Dalle analisi emerge che, nel complesso, l’Italia mostra elementi chiari di attrattività per i profili internazionali grazie a un buono sviluppo dell’Industria del Private Banking.

Private Bank italiane: i mercati potenziali esteri più interessanti

L’ultima parte dell’Osservatorio poi mira a identificare quali siano i mercati potenziali esteri più interessanti per le Private Bank italiane. Nel dettaglio si tratta di intercettare le esigenze di tre clienti target che sono:

  • italiani con interessi all’estero
  • italiani che risiedono in Paesi esteri
  • stranieri con interessi in Italia.

Spagna, Francia, Stati Uniti e Svizzera sembrano rappresentare i Paesi più interessanti per gli investimenti immobiliari degli individui ad elevato potenziale Private. Per ciò che riguarda le aziende straniere di imprenditori italiani dalle analisi si evince che il 32% è concentrato negli USA, in Germania e in Spagna. Seguono per rilevanza la Francia e l’Inghilterra.   A livello globale, la Svizzera è lo Stato con la più alta relazione tra numero di italiani residenti e potenziali clienti  private. Tra i Paesi europei, dopo la Svizzera, i Paesi che  ospitano le principali comunità di italoani con un potenziale Private risultano la Germania, la Francia, il Regno Unito e il Belgio.
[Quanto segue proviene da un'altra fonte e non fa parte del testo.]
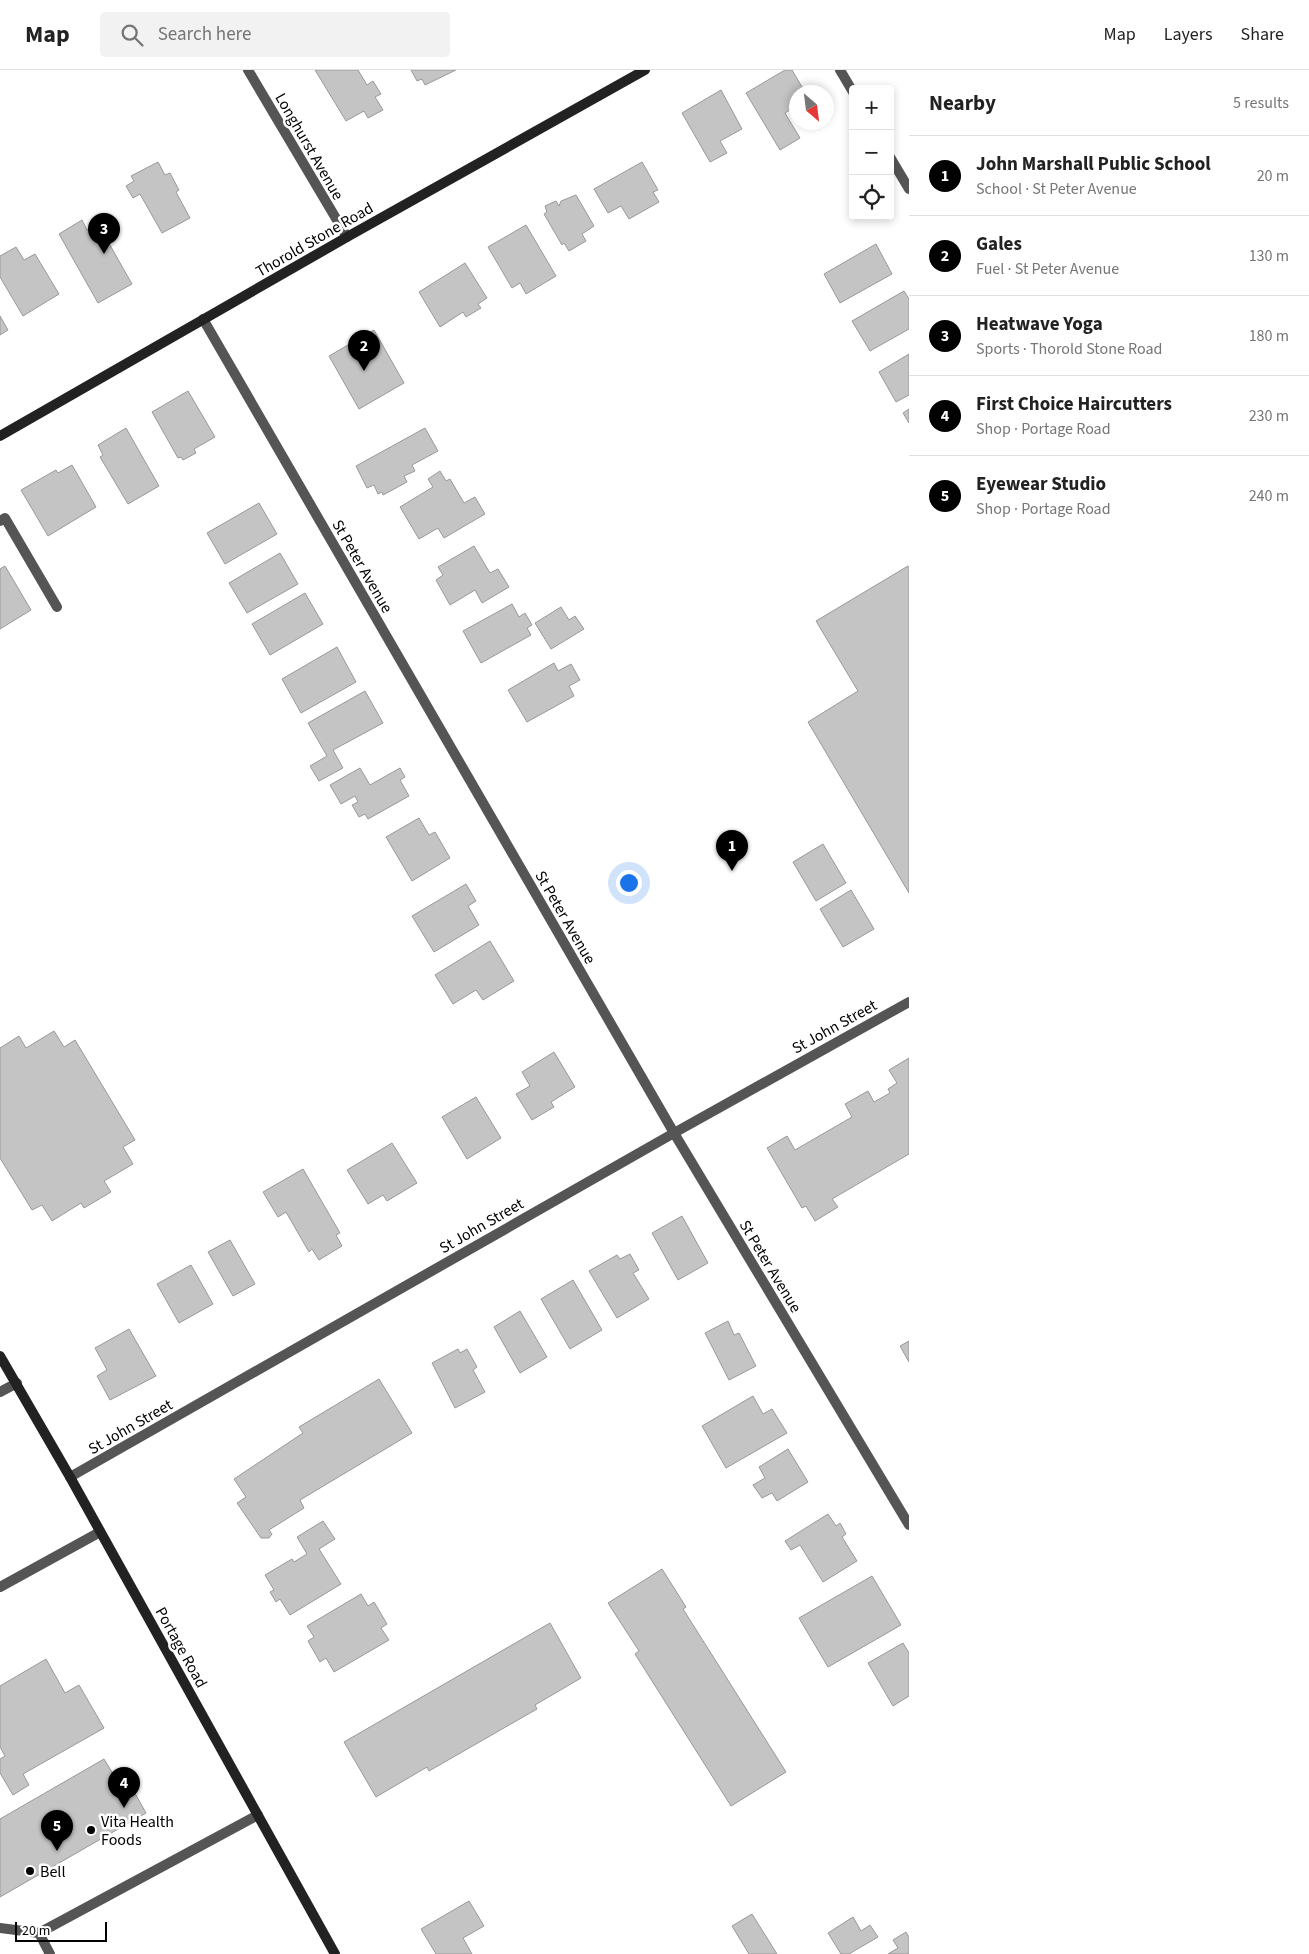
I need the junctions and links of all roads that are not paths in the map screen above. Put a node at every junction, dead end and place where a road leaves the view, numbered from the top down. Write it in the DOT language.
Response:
graph roads {
  1 [pos="248,70"];
  2 [pos="645,70"];
  3 [pos="840,70"];
  4 [pos="849,85"];
  5 [pos="894,164"];
  6 [pos="909,189"];
  7 [pos="347,237"];
  8 [pos="203,319"];
  9 [pos="0,436"];
  10 [pos="0,521"];
  11 [pos="57,607"];
  12 [pos="909,1002"];
  13 [pos="674,1133"];
  14 [pos="0,1356"];
  15 [pos="17,1383"];
  16 [pos="0,1392"];
  17 [pos="70,1477"];
  18 [pos="909,1525"];
  19 [pos="100,1532"];
  20 [pos="0,1587"];
  21 [pos="258,1815"];
  22 [pos="0,1928"];
  23 [pos="39,1933"];
  24 [pos="50,1954"];
  25 [pos="335,1954"];
  1 -- 7 [label="street, Longhurst Avenue"];
  2 -- 7 [label="main road, Thorold Stone Road"];
  3 -- 4 [label="street"];
  5 -- 6 [label="street"];
  7 -- 8 [label="main road, Thorold Stone Road"];
  8 -- 9 [label="main road, Thorold Stone Road"];
  8 -- 13 [label="street, St Peter Avenue"];
  10 -- 11 [label="street"];
  12 -- 13 [label="street, St John Street"];
  13 -- 17 [label="street, St John Street"];
  13 -- 18 [label="street, St Peter Avenue"];
  14 -- 15 [label="main road, Portage Road"];
  15 -- 16 [label="street"];
  15 -- 17 [label="main road, Portage Road"];
  17 -- 19 [label="main road, Portage Road"];
  19 -- 20 [label="street"];
  19 -- 21 [label="main road, Portage Road"];
  21 -- 23 [label="street"];
  21 -- 25 [label="main road, Portage Road"];
  22 -- 23 [label="street"];
  23 -- 24 [label="street"];
}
Stati Uniti, Germania e Regno Unito, sono i Paesi di origine dei maggiori acquirenti di immobili in Italia, contribuendo, complessivamente, a più della metà delle acquisizioni immobiliari al dettaglio effettuate in Italia. Tra i centri Private più rilevanti, hanno interessi in Italia anche le famiglie Private francesi e svizzere (11%).